Hacker News new | past | comments | ask | show | jobs | submit login
Tensorflow 2.0 Beta 0 (github.com/tensorflow)
109 points by Gimpei on June 7, 2019 | hide | past | favorite | 43 comments



Maybe I'll give TF another try, but right now I'm really liking PyTorch. With TensorFlow I always felt like my models were buried deep in the machine and it was very hard to inspect and change them, and if I wanted to do something non-standard (which for me is most of the time) it was difficult even with Keras. With PyTorch though, I connect things however how I want, write whatever training logic I want, and I feel like my model is right in my hands. It's great for research and proofs-of-concept. Maybe for production too.


TF's deprecation velocity was way too high for my taste. Things we wrote would stop working randomly with their updates. I feel very similar to you about the models being "buried too deep" in their (ever-changing) machine. I much preferred how easy it was to hack Caffe V1 (once you got past the funky names, etc).

These days, I really like mxnet. Torch was a disaster, but Pytorch is much better.
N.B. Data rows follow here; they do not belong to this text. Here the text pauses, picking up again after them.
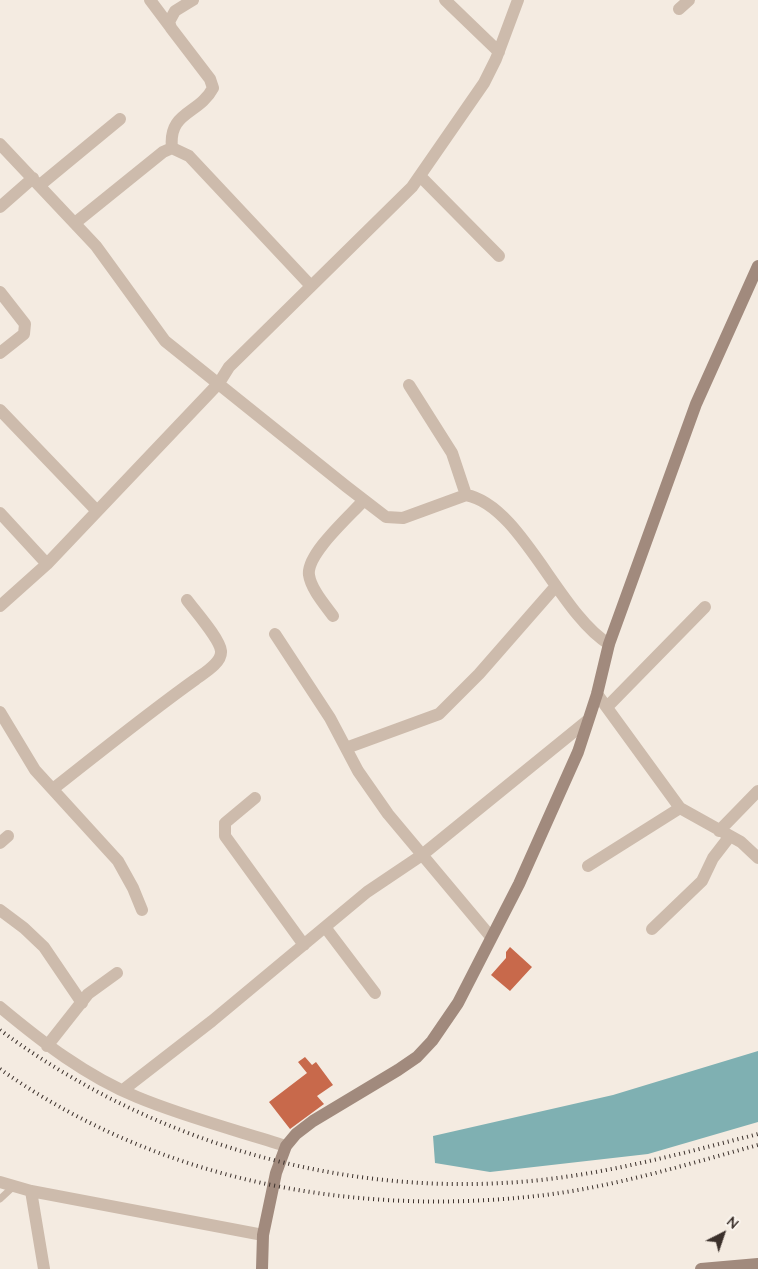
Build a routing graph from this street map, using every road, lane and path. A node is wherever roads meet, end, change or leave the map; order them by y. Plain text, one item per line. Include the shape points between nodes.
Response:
1 (150, 0) edge
2 (193, 0) edge
3 (445, 0) edge
4 (518, 0) edge
5 (689, 0) edge
6 (679, 9) dead end
7 (172, 28) junction
8 (500, 52) junction
9 (120, 120) dead end
10 (0, 144) edge
11 (172, 148) junction
12 (420, 176) junction
13 (37, 182) junction
14 (0, 208) edge
15 (75, 223) junction
16 (499, 256) dead end
17 (758, 266) edge
18 (311, 286) junction
19 (0, 292) edge
20 (0, 353) edge
21 (219, 384) junction
22 (408, 385) dead end
23 (0, 410) edge
24 (466, 495) junction
25 (364, 500) junction
26 (97, 512) junction
27 (0, 513) edge
28 (47, 564) junction
29 (556, 586) junction
30 (187, 600) dead end
31 (0, 606) edge
32 (705, 607) dead end
33 (333, 616) dead end
34 (275, 634) dead end
35 (609, 644) junction
36 (597, 694) junction
37 (608, 706) junction
38 (0, 712) edge
39 (588, 721) junction
40 (346, 748) junction
41 (53, 789) junction
42 (758, 792) edge
43 (255, 798) dead end
44 (680, 808) junction
45 (725, 834) junction
46 (422, 856) junction
47 (758, 858) edge
48 (588, 866) dead end
49 (0, 910) edge
50 (142, 910) dead end
51 (326, 927) junction
52 (652, 929) dead end
53 (491, 937) junction
54 (304, 945) junction
55 (117, 973) dead end
56 (375, 993) dead end
57 (82, 1003) junction
58 (0, 1007) edge
59 (47, 1046) junction
60 (123, 1090) junction
61 (286, 1146) junction
62 (0, 1182) edge
63 (14, 1186) junction
64 (30, 1192) junction
65 (0, 1200) edge
66 (264, 1235) junction
67 (758, 1264) edge
68 (44, 1269) edge
69 (262, 1269) edge
70 (701, 1269) edge

1 - 7 street
2 - 7 street via 171,16
3 - 8 street
4 - 8 street
5 - 6 street
7 - 11 street via 210,78 213,88 203,101 175,123
8 - 12 street via 484,83
9 - 13 street
10 - 13 street
11 - 15 street
11 - 18 street via 189,156
12 - 16 street
12 - 18 street
13 - 14 street
13 - 15 street
15 - 21 street via 96,246 165,342
17 - 35 street via 696,404
18 - 21 street via 229,367
19 - 20 street via 25,324 26,330
21 - 25 street
21 - 26 street
22 - 24 street via 452,452
23 - 26 street
24 - 25 street via 403,518 386,517
24 - 29 street via 475,496 492,506 509,522
25 - 33 street via 316,553 310,566 309,576
26 - 28 street
27 - 28 street
28 - 31 street
29 - 35 street via 599,638
29 - 40 street via 479,674 439,714
30 - 41 street via 217,642 221,651 219,658 212,667
32 - 37 street
34 - 40 street
35 - 36 street
36 - 37 street
36 - 39 street
37 - 44 street
38 - 41 street via 35,770
39 - 46 street
39 - 53 street via 575,760 519,884
40 - 46 street via 370,789
41 - 50 street via 118,861
42 - 45 street
43 - 54 street via 225,823 225,836
44 - 45 street
44 - 48 street
45 - 47 street
45 - 52 street via 702,882
46 - 51 street via 368,892
46 - 53 street
49 - 57 street via 44,948
51 - 54 street
51 - 56 street
53 - 61 street via 448,1020 417,1057 313,1121
54 - 60 street
55 - 57 street via 88,994
57 - 59 street
58 - 59 street
59 - 60 street
60 - 61 street via 180,1113
61 - 66 street via 276,1173
62 - 63 street
63 - 64 street
63 - 65 lane
64 - 66 street
64 - 68 street
66 - 69 street
67 - 70 street

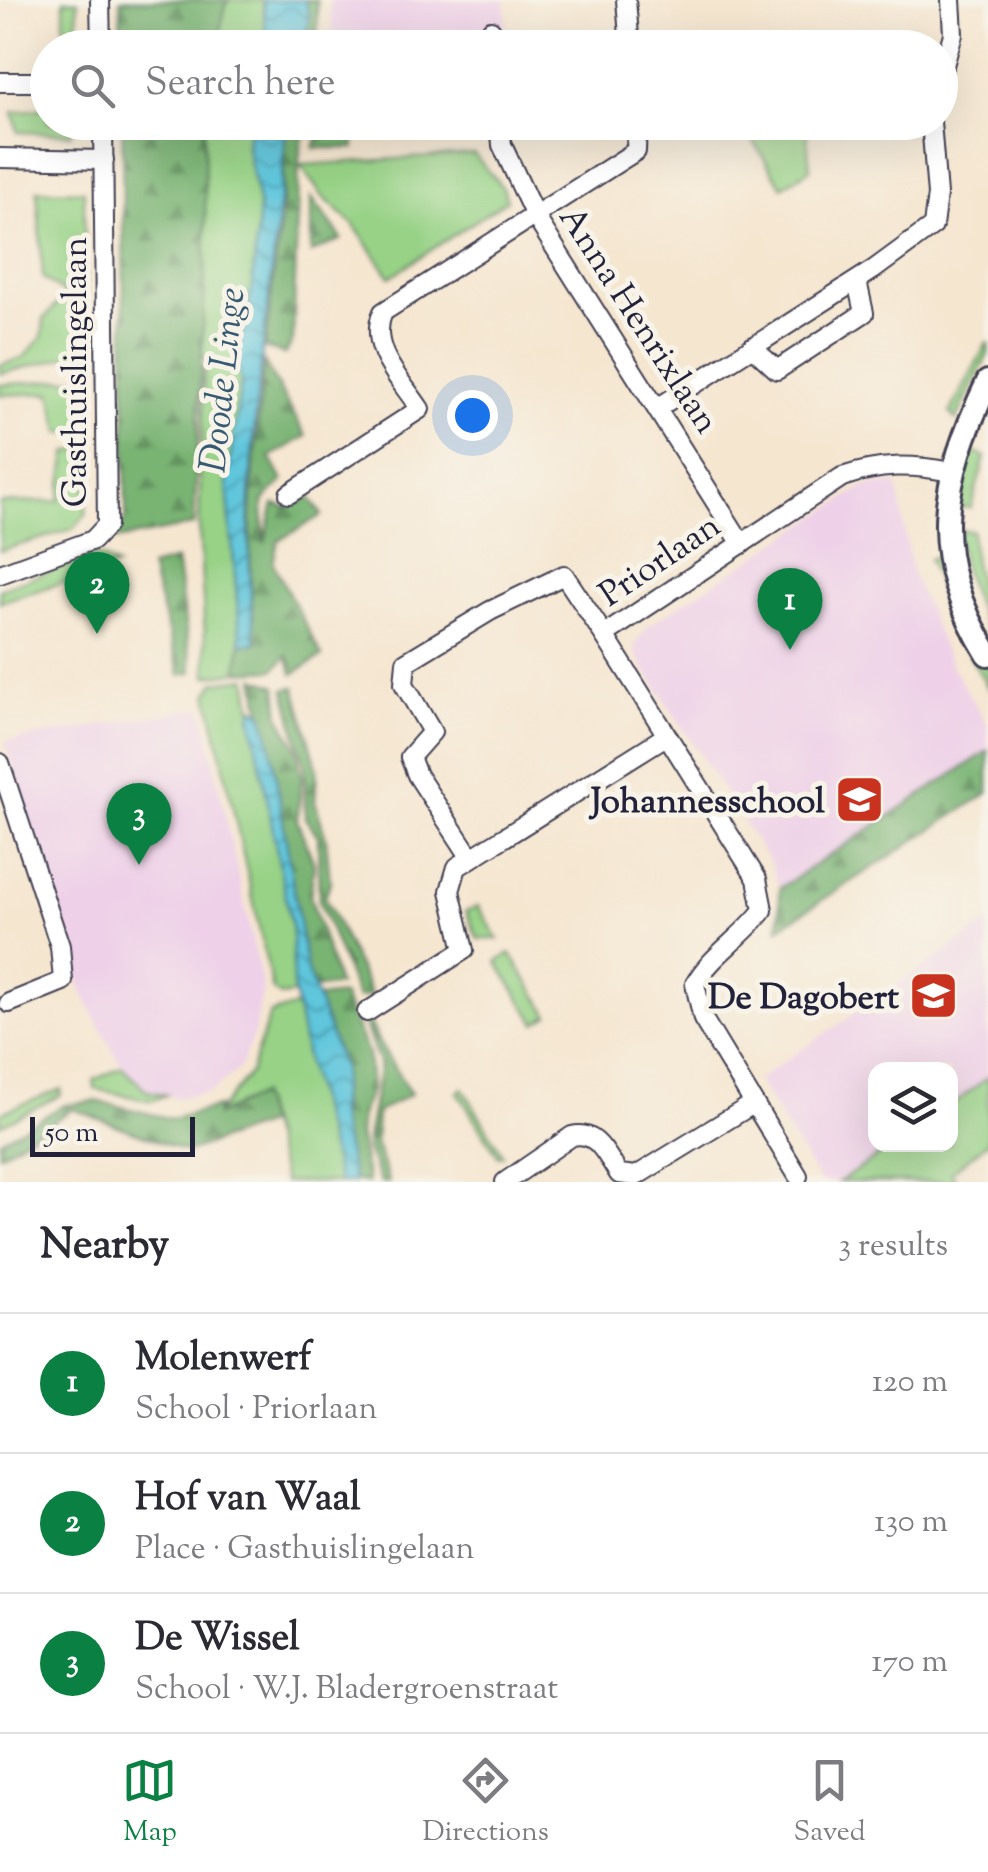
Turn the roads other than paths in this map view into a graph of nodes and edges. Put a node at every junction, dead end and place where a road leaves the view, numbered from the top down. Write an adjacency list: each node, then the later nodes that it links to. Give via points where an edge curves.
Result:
1 (100, 0): 4 (street)
2 (626, 0): 5 (street)
3 (951, 0): 6 (street)
4 (101, 30)
5 (628, 30)
6 (953, 30)
7 (0, 82): 8 (street)
8 (30, 82)
9 (103, 140): 14 (street, Gasthuislingelaan)
10 (502, 140): 15 (street, Anna Henrixlaan)
11 (636, 140): 15 (street, via 636,151)
12 (932, 140): 16 (street, via 933,226)
13 (0, 158): 14 (street)
14 (104, 160): 23 (street, Gasthuislingelaan, via 107,525 93,540)
15 (536, 216): 19 (street, Anna Henrixlaan); 21 (street, via 383,312 380,348 420,410)
16 (856, 280): 17 (street); 17 (street, via 864,313 777,370)
17 (752, 347): 19 (street)
18 (988, 382): 20 (street)
19 (659, 407): 22 (street, Anna Henrixlaan)
20 (951, 472): 22 (street, Priorlaan, via 912,464 857,472); 25 (street, via 948,548 966,611)
21 (289, 494)
22 (742, 544): 24 (street, Priorlaan)
23 (0, 574)
24 (604, 635): 26 (street, Priorlaan); 28 (street, via 564,575 406,662 404,684 432,732 410,757)
25 (988, 654)
26 (666, 736): 28 (street); 31 (street, Priorlaan, via 757,879 763,910 708,962 695,984 703,1019)
27 (0, 763): 29 (street, via 60,946 63,982)
28 (471, 858): 30 (street, via 457,867 450,891 464,950)
29 (9, 1003)
30 (367, 1012)
31 (753, 1104): 32 (street, Priorlaan); 33 (street, via 636,1176 619,1174 594,1137 583,1133)
32 (798, 1176)
33 (504, 1182)

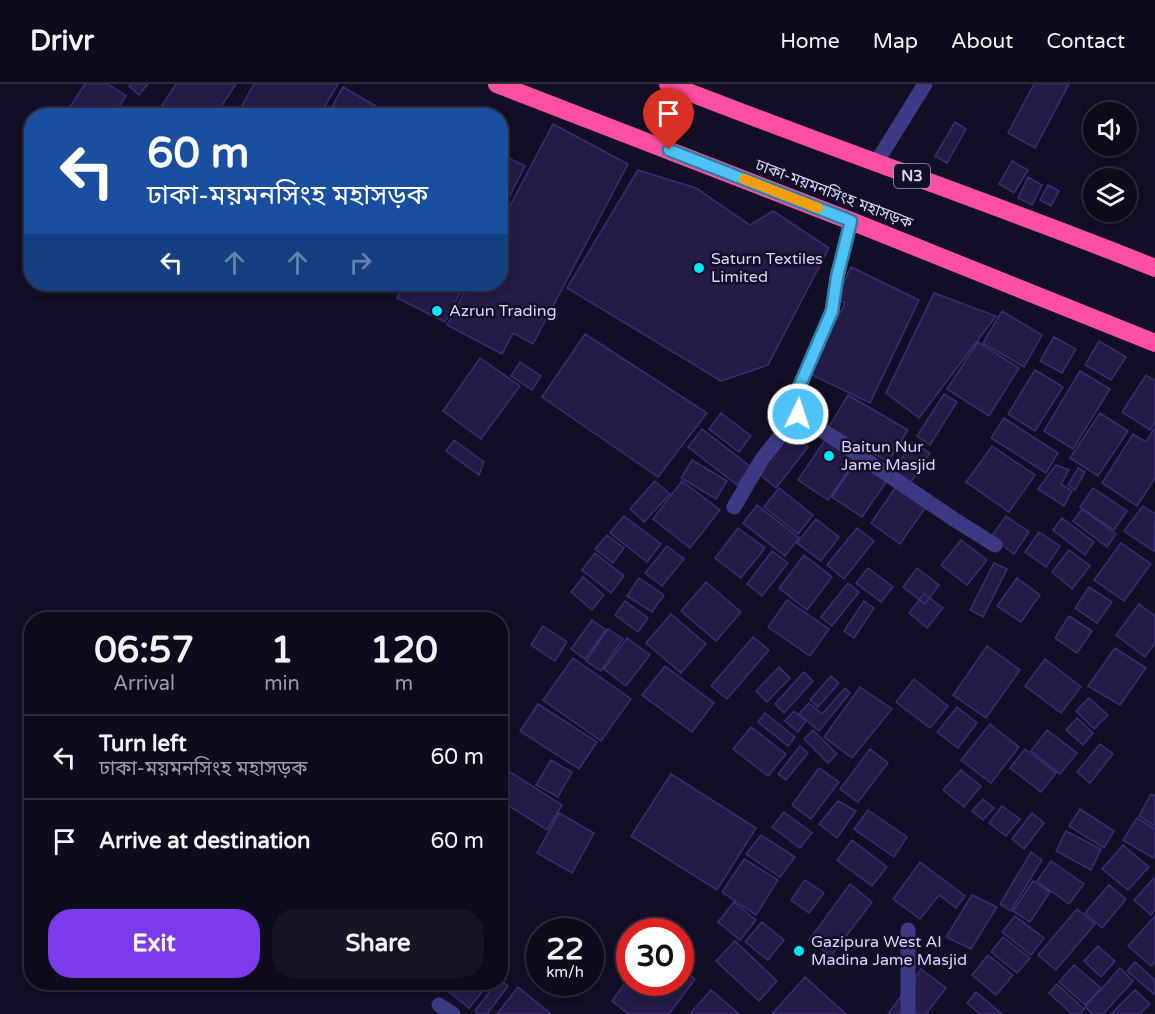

It's not bad in production, definitely my #2.


> TF's deprecation velocity

That's Google on a nutshell. In fact, they may drop TF altogether next month. You never know ...


I am curious, what do you like about mxnet?


Test


Can't explain it but for some reason Tensorflow never felt "right" to me, even work keras.

Pytorch on the other hand feels so much more natural...


Maybe I'm not up to speed with the latest PyTorch, but to me Keras feels much more natural. In Keras if you want to define a deep learning network, then you just do that, you specify the first layer, the second layer, etc, then you calibrate over some test and validation samples, using a certain flavor of gradient descent, for a given loss function. In PyTorch, you have to define a class, with a constructor, some method called "forward", I don't know, maybe if I follow an example to the end I get the hang of it. My problem is that I don't want to write object oriented programming, I want to do machine learning. Keras doesn't force me to know what a class it, or what it means to inherit from nn.Module, or that a constructor in python needs to contain 'self' as a variable. PyTorch, at least the exmples I saw online want me to do just that, and that's a turnoff.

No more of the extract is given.